According to Renaud Laplanche, the founder and chief executive of Lending Club, the SEC surprised the company by asking whether it should have registered as a seller of securities before it started to broker loans. In response to those discussions, Lending Club stopped all new lending on its site for six months, frustrating its lenders, many of whom withdrew their cash.
"If we had a clean situation to start with, we probably could have registered the new offering while our current marketplace continued on," Laplanche said. On Tuesday, the SEC accredited Lending Club, and the site reopened.

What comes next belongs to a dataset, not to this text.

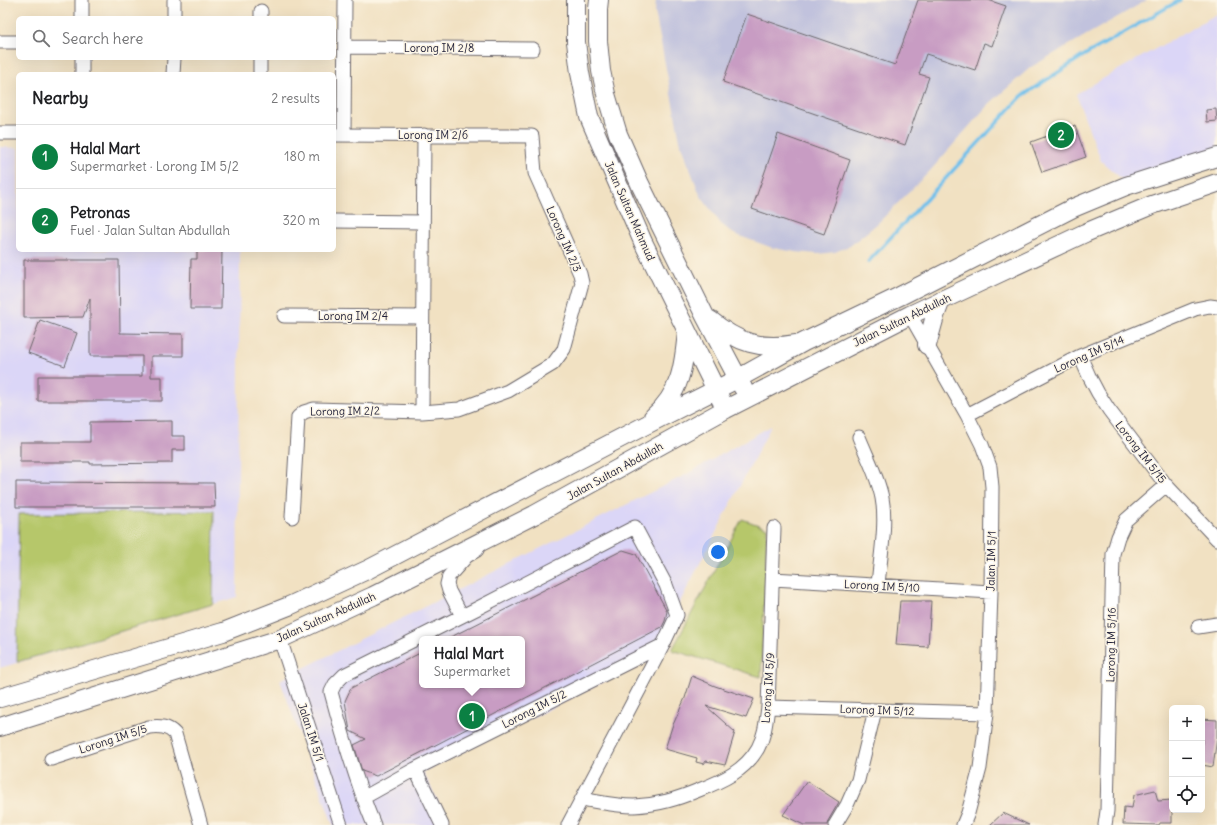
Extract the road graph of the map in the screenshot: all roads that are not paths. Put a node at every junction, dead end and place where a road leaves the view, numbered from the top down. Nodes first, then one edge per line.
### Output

On Monday, Larsen said he did not believe Prosper would need to follow the same arduous route, pointing out that Lending Club set the interest rates on its loans and was itself financing about half the overall loan volume on the site.
But on Tuesday, Prosper changed its mind and also filed to create a secondary marketplace, halting activity on Prosper.com. The company would not comment, citing the quiet period, but the painful step suggests that it, too, decided it needed to obtain proper registration from the SEC and avoid any legal ambiguity that could get it into regulatory trouble.
Even before lending on Prosper was halted, the much-hyped start-up appeared to be encountering some problems. Though the company says 7.9 percent more money has been lent on the site this year than last year by this time, the monthly total actually peaked in May and has been steadily declining ever since. The average loan amount on Prosper has also fallen 13 percent from last year, as lenders have become nervous about whether borrowers will repay loans.
Francis Vasquez, a 44-year-old lawyer in Vienna, Virginia, who has lent more than $186,000 on the site since January 2007, says one reason for those jitters is the high default rates on the site.
In his first four months on the site last year, for example, Vasquez said nearly 30 percent of his loans were in default or were four months late, costing him a 1.2 percent loss on his investment.
"I don't think there is a whole lot of trust on the site," he said, citing borrowers who never had any intention of paying back loans in the first place.
Many lenders, including Vasquez, have responded by seeking out more reliable kinds of borrowers in the top credit-score categories.
Indeed, prime borrowers accounted for 45 percent of the activity on the site in September, up from 30 percent a year earlier. But those borrowers, at least in normal economic times, have plenty of other places to raise cash.